▸ **Your instructions**: Look through the listing below, find every line with the string "Purple", and copy it.
──────────────────────────────
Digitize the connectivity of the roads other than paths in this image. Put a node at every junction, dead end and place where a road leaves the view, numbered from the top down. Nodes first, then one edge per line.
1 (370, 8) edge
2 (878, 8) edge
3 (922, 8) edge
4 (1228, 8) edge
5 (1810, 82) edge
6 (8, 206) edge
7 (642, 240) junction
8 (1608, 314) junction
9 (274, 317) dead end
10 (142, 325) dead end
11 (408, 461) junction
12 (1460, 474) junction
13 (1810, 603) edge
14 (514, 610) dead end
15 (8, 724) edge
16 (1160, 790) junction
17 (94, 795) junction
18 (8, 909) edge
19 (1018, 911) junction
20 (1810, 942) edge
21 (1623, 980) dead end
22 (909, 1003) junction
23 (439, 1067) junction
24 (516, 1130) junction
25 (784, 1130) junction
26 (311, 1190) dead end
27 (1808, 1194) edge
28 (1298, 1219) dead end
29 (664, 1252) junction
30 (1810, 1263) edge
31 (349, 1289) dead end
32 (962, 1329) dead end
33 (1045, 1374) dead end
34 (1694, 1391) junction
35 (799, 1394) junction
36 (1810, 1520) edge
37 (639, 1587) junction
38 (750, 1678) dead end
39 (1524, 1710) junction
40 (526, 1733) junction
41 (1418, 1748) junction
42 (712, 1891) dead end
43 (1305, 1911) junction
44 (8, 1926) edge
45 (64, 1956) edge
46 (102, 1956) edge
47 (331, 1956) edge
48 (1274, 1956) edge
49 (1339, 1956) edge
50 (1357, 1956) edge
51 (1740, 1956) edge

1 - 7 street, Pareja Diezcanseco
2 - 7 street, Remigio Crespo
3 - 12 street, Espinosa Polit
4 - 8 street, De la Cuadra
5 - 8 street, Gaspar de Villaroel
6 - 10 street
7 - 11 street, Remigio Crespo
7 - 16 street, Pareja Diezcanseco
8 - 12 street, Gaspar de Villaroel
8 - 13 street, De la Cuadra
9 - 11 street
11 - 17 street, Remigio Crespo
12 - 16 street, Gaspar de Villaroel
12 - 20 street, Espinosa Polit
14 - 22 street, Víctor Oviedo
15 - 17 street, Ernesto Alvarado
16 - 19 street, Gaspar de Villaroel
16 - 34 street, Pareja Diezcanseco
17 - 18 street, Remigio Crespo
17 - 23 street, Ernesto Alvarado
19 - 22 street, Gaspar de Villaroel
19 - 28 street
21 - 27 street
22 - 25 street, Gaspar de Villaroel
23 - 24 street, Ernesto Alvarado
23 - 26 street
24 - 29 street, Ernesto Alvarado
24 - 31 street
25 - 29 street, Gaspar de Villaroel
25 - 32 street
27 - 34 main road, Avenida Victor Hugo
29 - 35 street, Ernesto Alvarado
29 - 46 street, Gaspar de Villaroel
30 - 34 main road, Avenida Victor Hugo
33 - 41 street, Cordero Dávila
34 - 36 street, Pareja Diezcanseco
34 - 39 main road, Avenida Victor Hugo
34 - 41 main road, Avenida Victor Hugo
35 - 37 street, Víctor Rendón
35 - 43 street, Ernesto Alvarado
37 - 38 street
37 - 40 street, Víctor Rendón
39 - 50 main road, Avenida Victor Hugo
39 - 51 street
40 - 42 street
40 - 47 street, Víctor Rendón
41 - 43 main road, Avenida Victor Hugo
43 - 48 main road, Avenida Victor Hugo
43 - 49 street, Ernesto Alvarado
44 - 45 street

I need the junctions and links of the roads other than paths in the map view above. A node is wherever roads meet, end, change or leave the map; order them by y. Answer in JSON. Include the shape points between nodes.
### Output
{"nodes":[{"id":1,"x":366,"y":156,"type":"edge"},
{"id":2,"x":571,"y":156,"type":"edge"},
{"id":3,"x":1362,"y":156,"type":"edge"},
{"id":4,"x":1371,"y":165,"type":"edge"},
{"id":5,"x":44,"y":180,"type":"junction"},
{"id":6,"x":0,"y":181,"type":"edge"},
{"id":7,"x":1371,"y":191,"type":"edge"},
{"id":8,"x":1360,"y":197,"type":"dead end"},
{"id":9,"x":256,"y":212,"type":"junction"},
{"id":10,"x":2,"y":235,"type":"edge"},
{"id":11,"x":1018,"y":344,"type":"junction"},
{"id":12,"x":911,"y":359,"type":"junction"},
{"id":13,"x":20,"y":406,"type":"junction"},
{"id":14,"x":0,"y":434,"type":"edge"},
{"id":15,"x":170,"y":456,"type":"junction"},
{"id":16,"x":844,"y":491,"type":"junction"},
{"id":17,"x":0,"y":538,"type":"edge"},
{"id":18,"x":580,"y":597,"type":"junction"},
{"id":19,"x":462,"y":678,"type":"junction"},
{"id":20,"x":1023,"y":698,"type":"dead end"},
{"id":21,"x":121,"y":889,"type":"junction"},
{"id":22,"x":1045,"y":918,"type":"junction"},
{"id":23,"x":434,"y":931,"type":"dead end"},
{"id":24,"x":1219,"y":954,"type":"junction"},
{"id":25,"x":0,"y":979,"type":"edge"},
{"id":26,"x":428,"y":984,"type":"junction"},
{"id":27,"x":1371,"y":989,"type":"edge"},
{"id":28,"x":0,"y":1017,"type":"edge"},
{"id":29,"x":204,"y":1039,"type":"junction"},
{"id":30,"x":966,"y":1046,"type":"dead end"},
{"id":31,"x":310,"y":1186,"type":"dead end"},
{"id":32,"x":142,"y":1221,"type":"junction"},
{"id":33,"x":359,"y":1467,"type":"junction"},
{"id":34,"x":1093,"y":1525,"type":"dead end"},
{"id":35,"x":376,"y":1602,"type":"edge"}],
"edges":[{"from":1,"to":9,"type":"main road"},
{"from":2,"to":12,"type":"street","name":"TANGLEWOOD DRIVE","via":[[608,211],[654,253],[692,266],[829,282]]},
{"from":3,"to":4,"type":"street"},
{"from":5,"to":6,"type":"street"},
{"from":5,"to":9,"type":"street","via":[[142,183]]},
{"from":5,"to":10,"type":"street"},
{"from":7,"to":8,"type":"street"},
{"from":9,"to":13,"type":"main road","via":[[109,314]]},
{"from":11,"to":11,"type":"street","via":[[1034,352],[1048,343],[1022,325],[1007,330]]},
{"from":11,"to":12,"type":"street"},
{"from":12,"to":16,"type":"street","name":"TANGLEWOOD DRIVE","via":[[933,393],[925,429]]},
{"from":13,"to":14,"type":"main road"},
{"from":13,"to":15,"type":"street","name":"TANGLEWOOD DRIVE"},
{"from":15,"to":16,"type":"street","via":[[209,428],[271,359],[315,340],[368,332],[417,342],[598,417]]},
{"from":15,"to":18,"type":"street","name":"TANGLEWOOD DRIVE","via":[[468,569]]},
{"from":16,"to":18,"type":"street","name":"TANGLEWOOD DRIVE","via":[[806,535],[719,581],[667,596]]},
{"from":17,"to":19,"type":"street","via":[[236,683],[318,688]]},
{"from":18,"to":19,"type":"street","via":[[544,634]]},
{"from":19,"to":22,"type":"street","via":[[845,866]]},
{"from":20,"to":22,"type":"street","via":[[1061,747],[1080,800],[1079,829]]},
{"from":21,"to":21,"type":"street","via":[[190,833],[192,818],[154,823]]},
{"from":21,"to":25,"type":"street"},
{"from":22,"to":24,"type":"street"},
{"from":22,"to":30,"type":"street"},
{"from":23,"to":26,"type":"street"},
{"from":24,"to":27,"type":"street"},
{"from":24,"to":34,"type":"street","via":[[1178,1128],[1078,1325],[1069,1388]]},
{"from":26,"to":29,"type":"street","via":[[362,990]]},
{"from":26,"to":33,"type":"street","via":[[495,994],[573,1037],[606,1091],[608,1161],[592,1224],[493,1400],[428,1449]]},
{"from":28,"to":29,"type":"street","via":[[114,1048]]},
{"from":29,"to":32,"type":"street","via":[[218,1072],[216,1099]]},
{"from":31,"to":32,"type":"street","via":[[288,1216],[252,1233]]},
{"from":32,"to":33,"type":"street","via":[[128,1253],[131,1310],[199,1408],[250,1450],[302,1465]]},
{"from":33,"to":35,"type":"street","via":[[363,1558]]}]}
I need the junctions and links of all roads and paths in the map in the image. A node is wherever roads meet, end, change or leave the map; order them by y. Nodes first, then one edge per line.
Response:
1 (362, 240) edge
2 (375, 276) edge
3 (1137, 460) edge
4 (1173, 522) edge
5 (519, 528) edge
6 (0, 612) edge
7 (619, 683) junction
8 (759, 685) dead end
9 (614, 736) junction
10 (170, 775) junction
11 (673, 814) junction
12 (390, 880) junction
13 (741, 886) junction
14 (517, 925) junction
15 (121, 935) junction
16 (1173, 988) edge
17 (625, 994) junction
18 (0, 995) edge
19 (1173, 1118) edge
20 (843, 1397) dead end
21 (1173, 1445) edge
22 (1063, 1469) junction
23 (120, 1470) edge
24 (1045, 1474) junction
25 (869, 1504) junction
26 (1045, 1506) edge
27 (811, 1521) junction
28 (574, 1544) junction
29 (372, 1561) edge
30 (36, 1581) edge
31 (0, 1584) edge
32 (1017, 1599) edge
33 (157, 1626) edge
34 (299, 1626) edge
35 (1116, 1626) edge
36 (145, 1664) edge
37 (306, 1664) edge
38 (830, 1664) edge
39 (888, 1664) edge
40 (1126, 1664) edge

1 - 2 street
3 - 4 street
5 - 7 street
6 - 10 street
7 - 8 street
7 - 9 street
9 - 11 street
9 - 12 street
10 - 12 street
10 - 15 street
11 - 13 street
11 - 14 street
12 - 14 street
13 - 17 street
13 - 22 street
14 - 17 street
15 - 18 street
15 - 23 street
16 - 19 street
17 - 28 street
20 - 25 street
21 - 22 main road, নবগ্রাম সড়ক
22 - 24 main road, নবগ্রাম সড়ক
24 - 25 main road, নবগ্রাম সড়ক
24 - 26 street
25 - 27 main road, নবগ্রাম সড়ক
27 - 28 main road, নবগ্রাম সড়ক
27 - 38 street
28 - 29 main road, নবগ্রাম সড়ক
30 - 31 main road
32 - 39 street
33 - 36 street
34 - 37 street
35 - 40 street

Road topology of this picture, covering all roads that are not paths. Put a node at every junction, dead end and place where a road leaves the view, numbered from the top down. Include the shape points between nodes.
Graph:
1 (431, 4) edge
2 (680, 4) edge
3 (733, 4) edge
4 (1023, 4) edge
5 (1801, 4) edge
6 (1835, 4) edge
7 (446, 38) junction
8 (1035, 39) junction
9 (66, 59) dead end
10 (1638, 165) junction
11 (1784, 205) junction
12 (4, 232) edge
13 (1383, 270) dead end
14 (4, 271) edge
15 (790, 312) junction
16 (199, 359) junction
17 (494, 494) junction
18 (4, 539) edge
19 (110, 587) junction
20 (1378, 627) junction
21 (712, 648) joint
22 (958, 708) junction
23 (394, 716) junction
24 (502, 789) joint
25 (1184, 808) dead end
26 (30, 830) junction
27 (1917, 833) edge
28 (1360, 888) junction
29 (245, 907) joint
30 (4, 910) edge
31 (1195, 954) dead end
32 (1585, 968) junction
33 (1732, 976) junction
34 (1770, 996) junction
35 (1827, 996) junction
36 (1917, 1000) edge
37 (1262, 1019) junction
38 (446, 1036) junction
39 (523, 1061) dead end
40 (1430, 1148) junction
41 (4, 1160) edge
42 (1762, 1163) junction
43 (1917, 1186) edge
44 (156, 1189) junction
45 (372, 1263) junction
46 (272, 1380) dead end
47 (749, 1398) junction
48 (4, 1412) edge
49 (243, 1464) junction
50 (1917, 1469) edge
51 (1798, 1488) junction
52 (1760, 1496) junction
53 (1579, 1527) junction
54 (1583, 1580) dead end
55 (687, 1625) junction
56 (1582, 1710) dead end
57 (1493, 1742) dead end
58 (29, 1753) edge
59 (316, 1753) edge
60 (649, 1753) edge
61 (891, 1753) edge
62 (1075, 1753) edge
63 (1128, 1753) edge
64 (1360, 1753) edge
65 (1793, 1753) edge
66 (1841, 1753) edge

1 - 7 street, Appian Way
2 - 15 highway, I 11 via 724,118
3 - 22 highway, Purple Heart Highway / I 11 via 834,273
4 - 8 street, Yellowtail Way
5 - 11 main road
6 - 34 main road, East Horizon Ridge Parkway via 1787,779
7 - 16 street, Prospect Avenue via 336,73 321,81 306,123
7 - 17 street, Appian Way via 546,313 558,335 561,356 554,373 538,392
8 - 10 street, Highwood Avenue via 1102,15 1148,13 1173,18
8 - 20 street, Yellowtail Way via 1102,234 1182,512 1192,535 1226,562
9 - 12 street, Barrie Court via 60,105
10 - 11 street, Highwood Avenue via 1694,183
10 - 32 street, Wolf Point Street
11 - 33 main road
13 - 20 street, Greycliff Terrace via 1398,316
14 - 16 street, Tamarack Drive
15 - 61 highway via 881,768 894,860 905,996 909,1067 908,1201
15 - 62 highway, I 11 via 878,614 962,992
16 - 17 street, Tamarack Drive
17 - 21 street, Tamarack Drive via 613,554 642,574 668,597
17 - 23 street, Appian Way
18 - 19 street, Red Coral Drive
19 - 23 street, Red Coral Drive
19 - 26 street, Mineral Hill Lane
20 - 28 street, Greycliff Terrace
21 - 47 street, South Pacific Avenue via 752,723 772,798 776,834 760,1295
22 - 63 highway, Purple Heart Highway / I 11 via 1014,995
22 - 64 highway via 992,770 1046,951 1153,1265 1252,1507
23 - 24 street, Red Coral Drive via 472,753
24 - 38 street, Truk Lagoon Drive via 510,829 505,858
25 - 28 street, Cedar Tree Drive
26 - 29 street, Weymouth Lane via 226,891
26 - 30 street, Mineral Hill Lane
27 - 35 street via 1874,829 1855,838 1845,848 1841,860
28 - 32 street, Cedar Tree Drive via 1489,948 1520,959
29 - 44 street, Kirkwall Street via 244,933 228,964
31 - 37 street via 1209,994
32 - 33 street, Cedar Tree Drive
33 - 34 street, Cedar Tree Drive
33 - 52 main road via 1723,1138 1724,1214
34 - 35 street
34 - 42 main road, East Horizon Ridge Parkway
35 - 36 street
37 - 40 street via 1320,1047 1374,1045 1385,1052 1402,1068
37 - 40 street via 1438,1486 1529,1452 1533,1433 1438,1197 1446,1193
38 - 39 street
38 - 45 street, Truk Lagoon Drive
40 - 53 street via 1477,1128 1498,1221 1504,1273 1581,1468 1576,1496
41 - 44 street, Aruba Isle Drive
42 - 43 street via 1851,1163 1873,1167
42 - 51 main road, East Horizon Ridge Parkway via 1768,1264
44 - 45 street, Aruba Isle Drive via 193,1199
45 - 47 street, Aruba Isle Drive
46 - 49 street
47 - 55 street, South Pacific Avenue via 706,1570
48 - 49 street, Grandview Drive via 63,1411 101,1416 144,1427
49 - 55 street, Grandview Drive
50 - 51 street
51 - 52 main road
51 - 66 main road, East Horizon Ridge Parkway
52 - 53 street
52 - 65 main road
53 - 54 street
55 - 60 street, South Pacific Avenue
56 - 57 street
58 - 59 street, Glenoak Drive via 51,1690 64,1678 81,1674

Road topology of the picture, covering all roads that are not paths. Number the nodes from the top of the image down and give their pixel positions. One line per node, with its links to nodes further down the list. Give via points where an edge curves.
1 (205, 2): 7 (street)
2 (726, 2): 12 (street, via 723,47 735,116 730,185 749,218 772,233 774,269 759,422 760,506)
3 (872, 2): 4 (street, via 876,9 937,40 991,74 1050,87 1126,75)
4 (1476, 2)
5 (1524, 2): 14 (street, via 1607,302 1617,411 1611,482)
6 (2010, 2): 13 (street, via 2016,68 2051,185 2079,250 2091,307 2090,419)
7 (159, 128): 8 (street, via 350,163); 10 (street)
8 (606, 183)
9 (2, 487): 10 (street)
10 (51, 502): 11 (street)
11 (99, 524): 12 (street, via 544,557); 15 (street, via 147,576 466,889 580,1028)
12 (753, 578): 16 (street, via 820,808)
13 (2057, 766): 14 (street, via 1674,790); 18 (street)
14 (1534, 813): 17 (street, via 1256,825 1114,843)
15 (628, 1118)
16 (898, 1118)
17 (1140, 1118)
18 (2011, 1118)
──────────────────────────────
▸ **Result of the task**:
3 - 22 highway, Purple Heart Highway / I 11 via 834,273
22 - 63 highway, Purple Heart Highway / I 11 via 1014,995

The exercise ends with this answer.